> Exercise instructions:
Retype the following data exactly, but leave its pictures out.
[Provided records Boundary: Start]
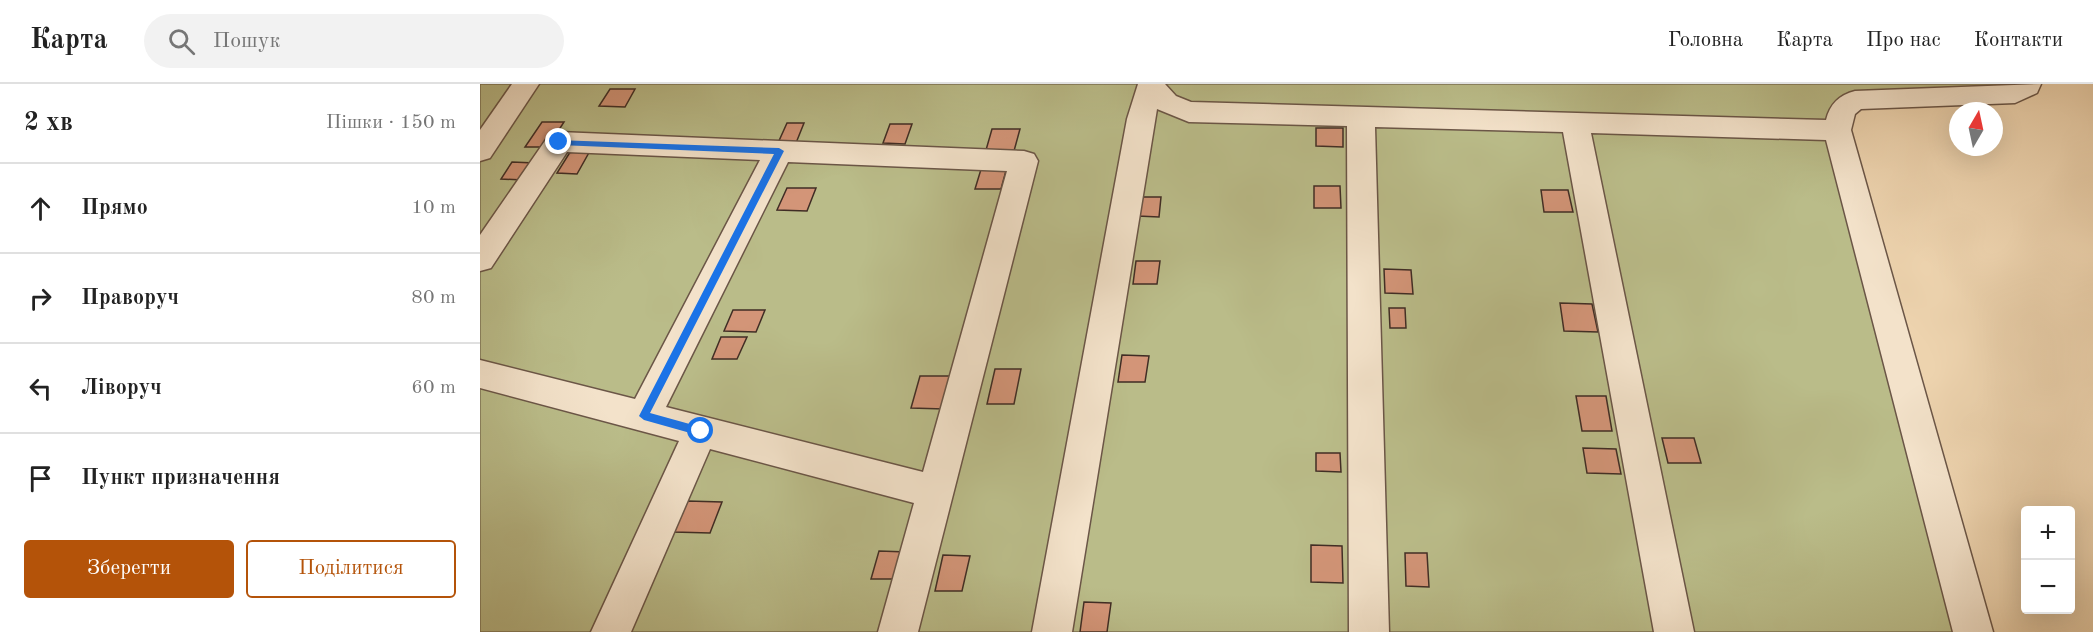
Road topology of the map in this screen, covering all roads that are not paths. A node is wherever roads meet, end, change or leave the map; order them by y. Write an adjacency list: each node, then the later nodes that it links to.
1 (526, 84): 7 (street)
2 (1152, 84): 4 (street); 16 (street)
3 (2028, 84): 6 (street)
4 (1361, 117): 5 (street); 17 (street)
5 (1575, 123): 6 (street); 18 (street)
6 (1837, 130): 19 (street)
7 (480, 151)
8 (779, 151): 9 (street); 11 (street); 13 (street)
9 (480, 259)
10 (480, 374): 11 (street)
11 (644, 416): 12 (street)
12 (701, 431): 13 (street); 14 (street)
13 (936, 492): 15 (street)
14 (610, 632)
15 (898, 632)
16 (1052, 632)
17 (1369, 632)
18 (1674, 632)
19 (1973, 632)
[Provided records Boundary: End]
> Result of this task:
Road topology of the map in this screen, covering all roads that are not paths. A node is wherever roads meet, end, change or leave the map; order them by y. Write an adjacency list: each node, then the later nodes that it links to.
1 (526, 84): 7 (street)
2 (1152, 84): 4 (street); 16 (street)
3 (2028, 84): 6 (street)
4 (1361, 117): 5 (street); 17 (street)
5 (1575, 123): 6 (street); 18 (street)
6 (1837, 130): 19 (street)
7 (480, 151)
8 (779, 151): 9 (street); 11 (street); 13 (street)
9 (480, 259)
10 (480, 374): 11 (street)
11 (644, 416): 12 (street)
12 (701, 431): 13 (street); 14 (street)
13 (936, 492): 15 (street)
14 (610, 632)
15 (898, 632)
16 (1052, 632)
17 (1369, 632)
18 (1674, 632)
19 (1973, 632)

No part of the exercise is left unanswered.